Another approach was taken by Lupton et at. in U.S. Pat. No. 5,062,956. Using anaerobic sulfate reducing bacteria, they were able to precipitate chromium as an insoluble hydroxide since the removal of sulfate causes a rise in pH. Similarly, in U.S. Pat. No. 4,519,912, Kauffman et al. were able to remove sulfate and heavy metals from aqueous solutions using mixed cultures of anaerobic bacteria of the genus Clostridium and at least one other bacteria from the genera Desulfovibrio and Desulfotomaculum. Kauffman et at. used a treatment zone to carry out the removal of water soluble species of heavy metals including selenium and sulfate ions. Analogously, in U.S. Pat. No. 4,519,913, Baldwin et al. disclosed the use of a porous matrix for retaining a population of bacterium of the genus Clostridium thereby reducing the concentration of water soluble ionic selenium species. The bacteria were grown under anaerobic conditions and definitive temperature and pH conditions.
In addition to the anaerobic methods discussed above, there have been several reports of using aerobic microorganisms to reduce the concentrations of ions in waste water. For example, in U.S. Pat. No. 3,923,597, Chakrabarty et al. used a genetically engineered species of Pseudomonas to remove mercury as a pollutant or an impurity. Also, in U.S. Pat. No. 4,468,461, Bopp was able to remove chromate from waste water using a strain of Pseudomonas fluorescens. Furthermore, in U.S. Pat. No. 4,728,427, Revis et at. were able to reduce the concentration of at least one heavy metal from an aqueous waste solution using a culture of Pseudomonas maltophilia. Moreover, in U.S. Pat. No. 4,898,827, Brierly et al. were able to remove ionic species of Ag, Cu, Pb, Cr, and Ni from waste waters using Bacillus subtilis and in the process recover these metals.

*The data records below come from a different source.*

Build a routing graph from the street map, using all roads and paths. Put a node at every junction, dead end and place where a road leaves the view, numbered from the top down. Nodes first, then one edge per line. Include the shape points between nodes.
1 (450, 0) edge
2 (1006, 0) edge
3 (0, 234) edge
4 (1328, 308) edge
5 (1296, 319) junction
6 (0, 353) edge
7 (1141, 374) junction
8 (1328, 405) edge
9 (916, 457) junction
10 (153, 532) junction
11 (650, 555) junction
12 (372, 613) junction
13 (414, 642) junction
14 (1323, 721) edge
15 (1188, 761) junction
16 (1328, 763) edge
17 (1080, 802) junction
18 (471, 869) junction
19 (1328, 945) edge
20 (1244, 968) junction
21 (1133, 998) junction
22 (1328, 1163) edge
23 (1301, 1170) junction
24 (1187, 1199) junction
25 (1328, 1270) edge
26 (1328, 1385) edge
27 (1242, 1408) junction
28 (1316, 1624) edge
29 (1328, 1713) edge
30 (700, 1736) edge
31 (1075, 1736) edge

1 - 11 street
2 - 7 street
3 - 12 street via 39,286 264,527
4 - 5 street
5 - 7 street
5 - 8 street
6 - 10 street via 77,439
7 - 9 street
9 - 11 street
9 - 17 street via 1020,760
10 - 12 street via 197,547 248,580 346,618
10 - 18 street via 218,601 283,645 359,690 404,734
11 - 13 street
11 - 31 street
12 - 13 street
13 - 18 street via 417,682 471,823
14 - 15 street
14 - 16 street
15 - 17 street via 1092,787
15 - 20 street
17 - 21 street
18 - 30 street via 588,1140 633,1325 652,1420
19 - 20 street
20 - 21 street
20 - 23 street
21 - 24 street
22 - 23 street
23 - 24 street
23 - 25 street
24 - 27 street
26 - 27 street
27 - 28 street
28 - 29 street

It has also been shown that metals can be recovered from aqueous solutions such as industrial waste water using several species of fungi (see U.S. Pat. No. 4,293,333 by Drobot).
In U.S. Pat. No. 4,530,763, Clyde et al. describe a method for treating waste fluids so as to remove selected chemicals with bacteria attached to porous fiber webbing. The waste fluids, containing nutrients, are drawn through the porous fiber webbing wherein ions of Cr, Ur, Fe, Ag, Pb, and V are removed from the solution.
Finally, it has been shown that manganese can be chemically removed from waste water by the addition of bisulfite to precipitate the manganese as manganese dioxide (see U.S. Pat. No. 3,349,031 by Hatch et al.).
Although all of the above-discussed methods are directed to treating waste water solutions and/or removing contaminants from waste water solutions, none are directed toward a process for removing iron and/or manganese ions from an aqueous solution by passing the aqueous solution through a porous matrix that is inoculated with metal oxidizing bacteria and is maintained under aerobic conditions. The present invention is directed to such a process.